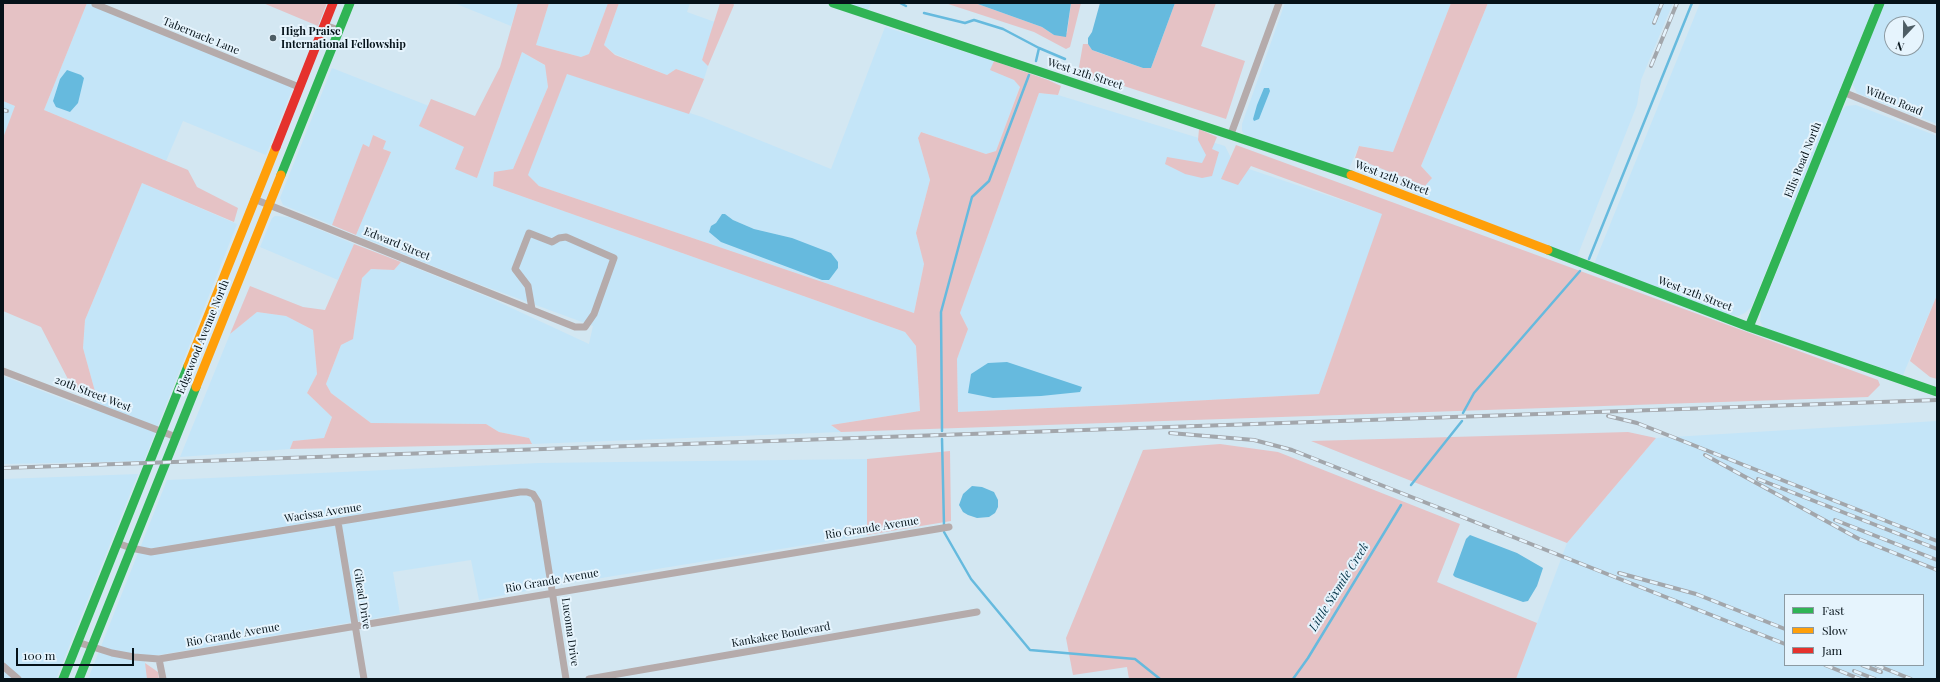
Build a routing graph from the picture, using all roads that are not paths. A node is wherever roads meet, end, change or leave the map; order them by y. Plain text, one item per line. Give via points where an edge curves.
1 (333, 3) edge
2 (350, 3) edge
3 (833, 3) edge
4 (1279, 3) edge
5 (1880, 3) edge
6 (95, 4) dead end
7 (324, 25) junction
8 (339, 30) junction
9 (299, 87) junction
10 (1843, 92) junction
11 (1937, 130) edge
12 (1232, 134) junction
13 (254, 199) junction
14 (269, 205) junction
15 (532, 309) junction
16 (1749, 327) junction
17 (3, 372) edge
18 (1937, 392) edge
19 (162, 432) junction
20 (176, 437) junction
21 (533, 494) joint
22 (338, 522) junction
23 (948, 527) dead end
24 (117, 543) junction
25 (131, 548) junction
26 (553, 592) junction
27 (977, 612) dead end
28 (356, 626) junction
29 (77, 642) junction
30 (92, 648) junction
31 (159, 659) junction
32 (3, 666) edge
33 (18, 679) edge
34 (63, 679) edge
35 (79, 679) edge
36 (163, 679) edge
37 (364, 679) edge
38 (566, 679) edge
39 (588, 679) edge

1 - 7 street, Edgewood Avenue North
2 - 8 street, Edgewood Avenue North
3 - 12 street, West 12th Street
4 - 12 street
5 - 10 street, Ellis Road North
6 - 9 street, Tabernacle Lane
7 - 8 street
7 - 9 street, Edgewood Avenue North
8 - 14 street, Edgewood Avenue North
9 - 13 street, Edgewood Avenue North
10 - 11 street, Witten Road
10 - 16 street, Ellis Road North
12 - 16 street, West 12th Street via 1340,171
13 - 14 street, Edward Street
13 - 19 street, Edgewood Avenue North
14 - 15 street, Edward Street
14 - 20 street, Edgewood Avenue North
15 - 15 street, Edward Street via 575,326 585,327 594,314 614,258 566,237 552,242 529,233 515,269 528,286
16 - 18 street, West 12th Street
17 - 19 street, 20th Street West
19 - 20 street, 20th Street West
19 - 24 street, Edgewood Avenue North
20 - 25 street, Edgewood Avenue North
21 - 22 street, Wacissa Avenue via 520,492
21 - 26 street, Lucoma Drive via 538,502
22 - 25 street, Wacissa Avenue via 151,552
22 - 28 street, Gilead Drive
23 - 26 street, Rio Grande Avenue
24 - 25 street, Wacissa Avenue
24 - 29 street, Edgewood Avenue North
25 - 30 street, Edgewood Avenue North
26 - 28 street, Rio Grande Avenue
26 - 38 street, Lucoma Drive via 552,601
27 - 39 street, Kankakee Boulevard
28 - 31 street, Rio Grande Avenue
28 - 37 street, Gilead Drive
29 - 30 street, Rio Grande Avenue
29 - 34 street, Edgewood Avenue North
30 - 31 street, Rio Grande Avenue via 134,657
30 - 35 street, Edgewood Avenue North
31 - 36 street
32 - 33 street

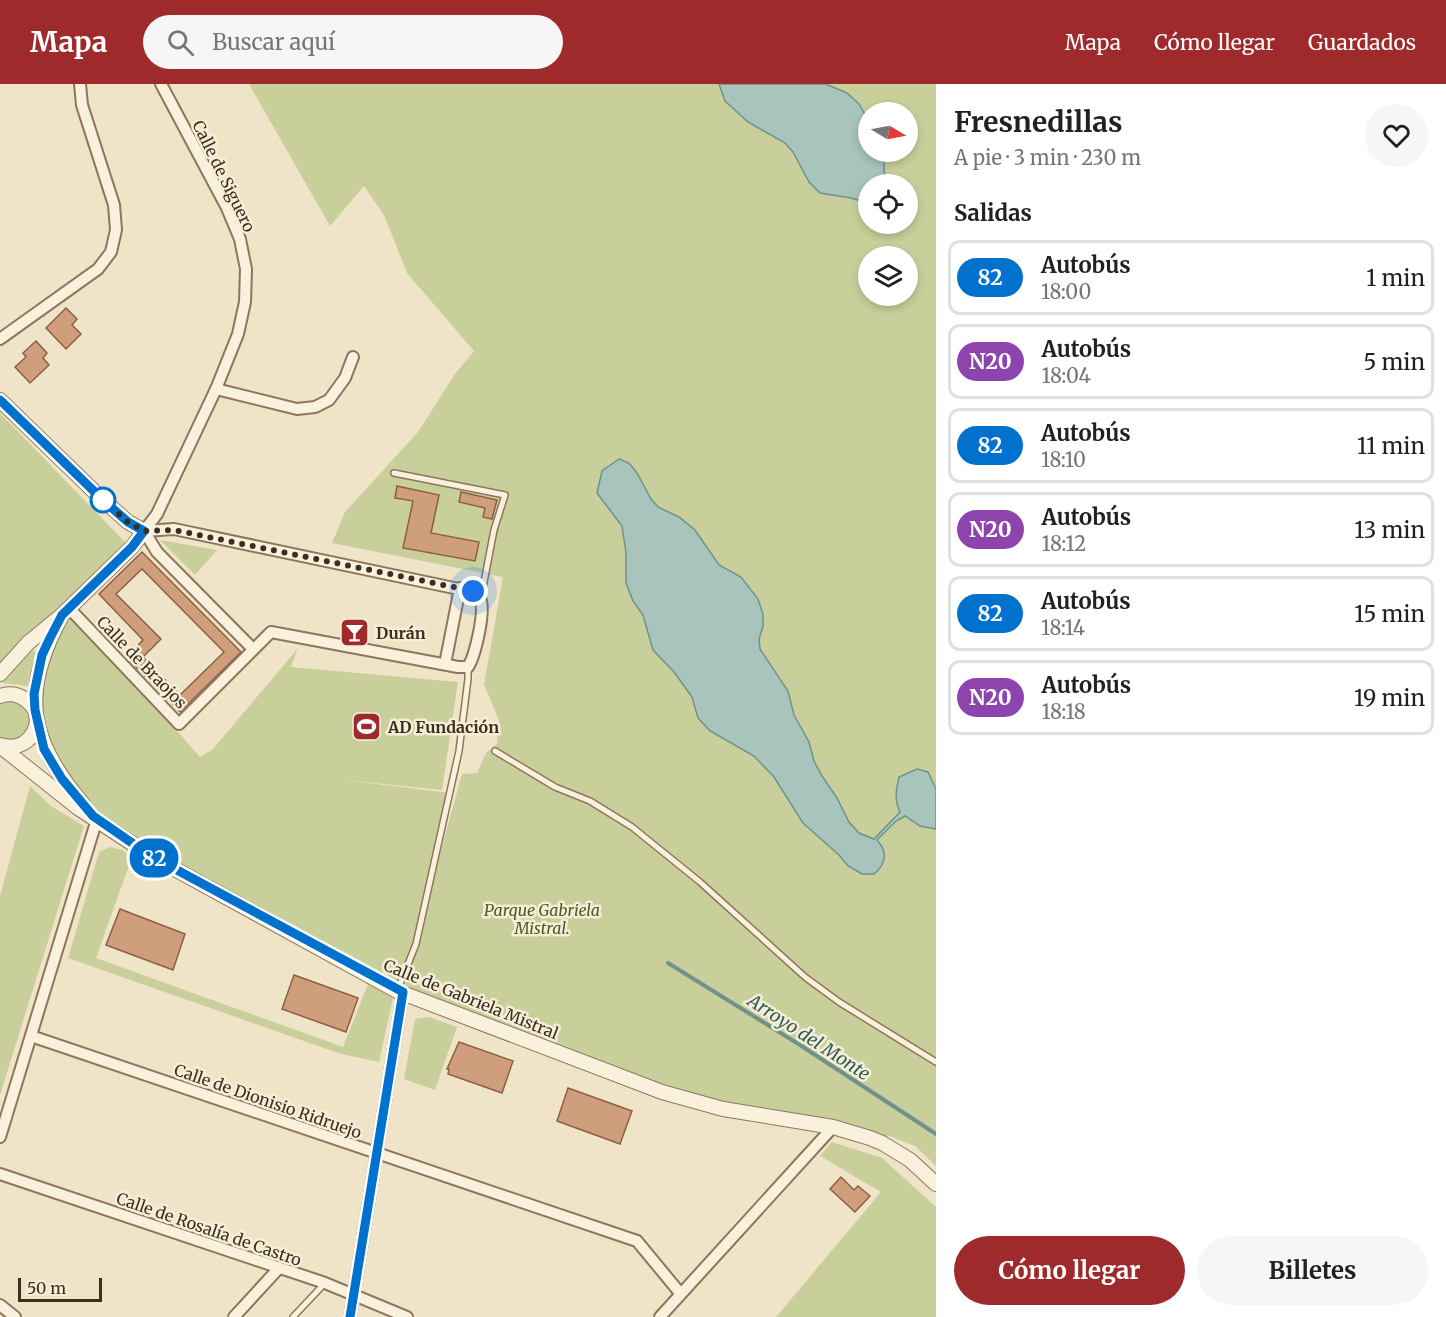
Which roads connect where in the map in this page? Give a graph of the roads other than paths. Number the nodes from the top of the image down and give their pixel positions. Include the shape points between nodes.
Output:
1 (80, 84) edge
2 (160, 84) edge
3 (0, 339) edge
4 (353, 357) dead end
5 (216, 389) junction
6 (0, 400) edge
7 (394, 473) dead end
8 (144, 531) junction
9 (460, 588) junction
10 (480, 599) junction
11 (66, 612) junction
12 (253, 649) junction
13 (445, 664) junction
14 (468, 667) junction
15 (0, 674) edge
16 (0, 696) edge
17 (36, 715) junction
18 (0, 746) edge
19 (495, 751) dead end
20 (95, 817) junction
21 (400, 991) junction
22 (31, 1036) junction
23 (936, 1062) edge
24 (833, 1127) junction
25 (0, 1137) edge
26 (376, 1154) junction
27 (0, 1174) edge
28 (936, 1184) edge
29 (279, 1268) junction
30 (325, 1283) junction
31 (354, 1293) junction
32 (680, 1293) junction
33 (0, 1305) edge
34 (15, 1317) edge
35 (234, 1317) edge
36 (293, 1317) edge
37 (350, 1317) edge
38 (407, 1317) edge
39 (660, 1317) edge

1 - 3 street via 82,105 114,205 116,230 111,252 98,269
2 - 5 street, Calle de Siguero via 227,208 240,239 246,269 245,302 238,334
4 - 5 street via 345,378 329,400 315,406 297,409
5 - 8 street, Calle de Siguero via 158,514
6 - 8 street via 103,500
7 - 10 lane via 505,495
8 - 9 street via 174,530
8 - 11 street, Calle de Gabriela Mistral
8 - 12 street via 157,552
9 - 10 street via 473,591
9 - 13 street
10 - 14 street via 482,611
11 - 12 street, Calle de Braojos via 180,724
11 - 15 street, Calle de Gabriela Mistral via 28,643
11 - 17 street, Calle de Gabriela Mistral via 42,655 34,694
12 - 13 street, Calle de Braojos via 271,632
13 - 14 street, Calle de Braojos
14 - 21 lane via 459,751 416,944
16 - 17 street via 18,695 31,703
17 - 18 street, Calle de Gabriela Mistral via 34,733 24,743
17 - 20 street, Calle de Gabriela Mistral via 44,749 62,779
18 - 20 street, Calle de Gabriela Mistral
19 - 23 lane via 632,827 805,976 839,1002
20 - 21 street, Calle de Gabriela Mistral via 151,856
20 - 22 street
21 - 24 street, Calle de Gabriela Mistral via 662,1092 723,1109
21 - 26 street
22 - 25 street
22 - 26 street, Calle de Dionisio Ridruejo
24 - 28 street, Calle de Gabriela Mistral via 882,1143 910,1160
24 - 32 street
26 - 31 street
26 - 32 street, Calle de Dionisio Ridruejo via 637,1241
27 - 29 street, Calle de Rosalía de Castro
29 - 30 street, Calle de Rosalía de Castro
29 - 35 street
30 - 31 street, Calle de Rosalía de Castro
30 - 36 lane
31 - 37 street
31 - 38 street, Calle de Rosalía de Castro
32 - 39 street
33 - 34 street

TASK TO COMPLETE: In the listing above, find each line with the word "roads" and return it.

OUTPUT OF THE TASK:
Build a routing graph from the picture, using all roads that are not paths. A node is wherever roads meet, end, change or leave the map; order them by y. Plain text, one item per line. Give via points where an edge curves.
Which roads connect where in the map in this page? Give a graph of the roads other than paths. Number the nodes from the top of the image down and give their pixel positions. Include the shape points between nodes.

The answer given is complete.